This maybe my last post in this forum as I can lived on with this painful relation with my BF ,

I met him in a go-go bar and I know first place that money was brige between our relation and it was true after 2 years of loved and he finally go to someoone who can offer him more but this was not my case, my love is real and the pain is real. I can't talk to anyone because I have no friends here.

........................

Posted

Well, Kido, it's too bad, but you knew what you were doing, right? If you are very sensitive and not super-rich, it would probably be better not to have your relationships based on money, otherwise you will just face disappointment of this type. Next time things the old fashioned, difficult way: date and date and date. Of course, I can't say this is 100% successful, either... :o but at least you stand a better chance of meeting slightly more real people.

I'm curious- your past posts make you sound VERY much like a Thai, however you claim to be a tourist. What's the deal?

"Steven"

Posted
End Relation!, Painful step.

first at all , im really sorry about your story ..

but that's life.. its happend with anybody from time to time.. just time will cure you.
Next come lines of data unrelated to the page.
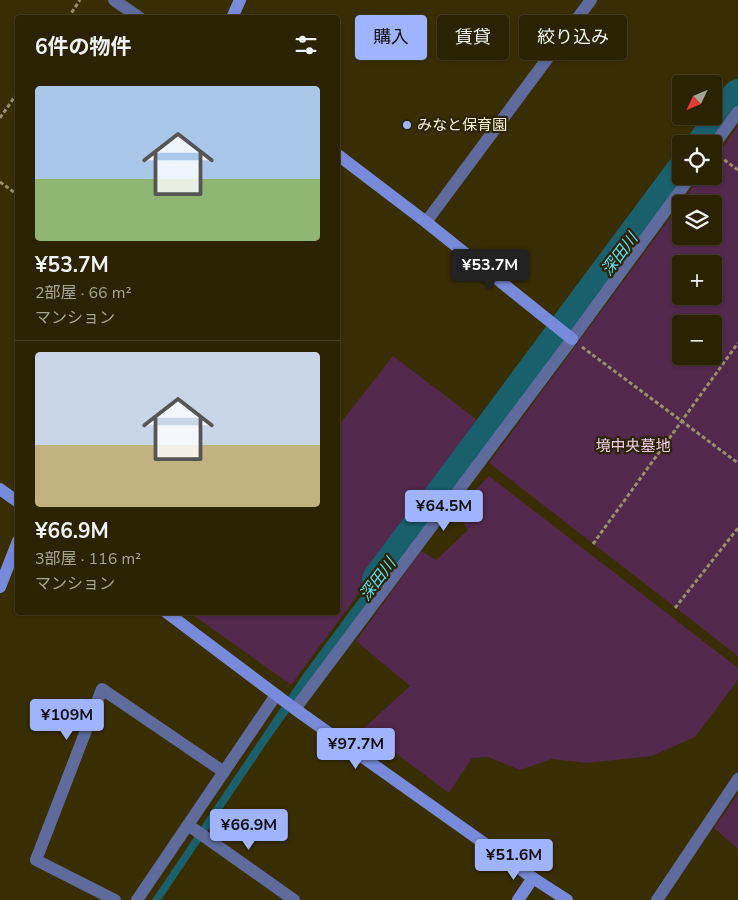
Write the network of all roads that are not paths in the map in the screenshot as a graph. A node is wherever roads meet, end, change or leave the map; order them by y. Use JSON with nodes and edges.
{"nodes":[{"id":1,"x":114,"y":0,"type":"edge"},
{"id":2,"x":240,"y":0,"type":"edge"},
{"id":3,"x":591,"y":0,"type":"edge"},
{"id":4,"x":136,"y":15,"type":"edge"},
{"id":5,"x":233,"y":15,"type":"edge"},
{"id":6,"x":738,"y":112,"type":"edge"},
{"id":7,"x":722,"y":138,"type":"edge"},
{"id":8,"x":340,"y":157,"type":"edge"},
{"id":9,"x":684,"y":185,"type":"edge"},
{"id":10,"x":426,"y":222,"type":"junction"},
{"id":11,"x":572,"y":339,"type":"junction"},
{"id":12,"x":0,"y":489,"type":"edge"},
{"id":13,"x":15,"y":500,"type":"edge"},
{"id":14,"x":15,"y":549,"type":"edge"},
{"id":15,"x":0,"y":587,"type":"edge"},
{"id":16,"x":170,"y":615,"type":"edge"},
{"id":17,"x":276,"y":695,"type":"junction"},
{"id":18,"x":295,"y":709,"type":"junction"},
{"id":19,"x":224,"y":772,"type":"junction"},
{"id":20,"x":738,"y":779,"type":"edge"},
{"id":21,"x":188,"y":825,"type":"junction"},
{"id":22,"x":533,"y":878,"type":"junction"},
{"id":23,"x":115,"y":900,"type":"edge"},
{"id":24,"x":137,"y":900,"type":"edge"},
{"id":25,"x":294,"y":900,"type":"edge"},
{"id":26,"x":518,"y":900,"type":"edge"},
{"id":27,"x":566,"y":900,"type":"edge"},
{"id":28,"x":657,"y":900,"type":"edge"}],
"edges":[{"from":1,"to":4,"type":"street"},
{"from":2,"to":5,"type":"street"},
{"from":3,"to":10,"type":"street"},
{"from":6,"to":7,"type":"street"},
{"from":8,"to":10,"type":"street"},
{"from":9,"to":11,"type":"street"},
{"from":10,"to":11,"type":"street"},
{"from":11,"to":18,"type":"street"},
{"from":12,"to":13,"type":"street"},
{"from":14,"to":15,"type":"street"},
{"from":16,"to":17,"type":"street"},
{"from":17,"to":18,"type":"street"},
{"from":17,"to":19,"type":"street"},
{"from":18,"to":22,"type":"street"},
{"from":19,"to":21,"type":"street"},
{"from":19,"to":23,"type":"street"},
{"from":20,"to":28,"type":"street"},
{"from":21,"to":24,"type":"street"},
{"from":21,"to":25,"type":"street"},
{"from":22,"to":26,"type":"street"},
{"from":22,"to":27,"type":"street"}]}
what do you in LOS? dont know have any friend indeed?

you'd go out more ,,dont stay alone, it will make you sunk with your emotion ..maybe take a vacation ..take a class (as art /cook/photoprapher..etc)

try to make yourself look better .. dont just lets yourself look tired and sorrow ..

last time when my relation was end , my weight lost ..(oh yes.. i think i look better when i look skinny) .. i was so sad , but i hve friends (lucky moi) , i took a course of photographer.. it was really fun

Posted

Kido, we're all real sorry to hear that you broke your heart over an employee in a bar who rents themselves out to customers. Years ago, I took the advice of a poster whose initials are I, J, W, and T: give the bar personnel money, but not your heart. Meanwhile, find a long term partner who isn't a rental unit, and give him your heart. It worked.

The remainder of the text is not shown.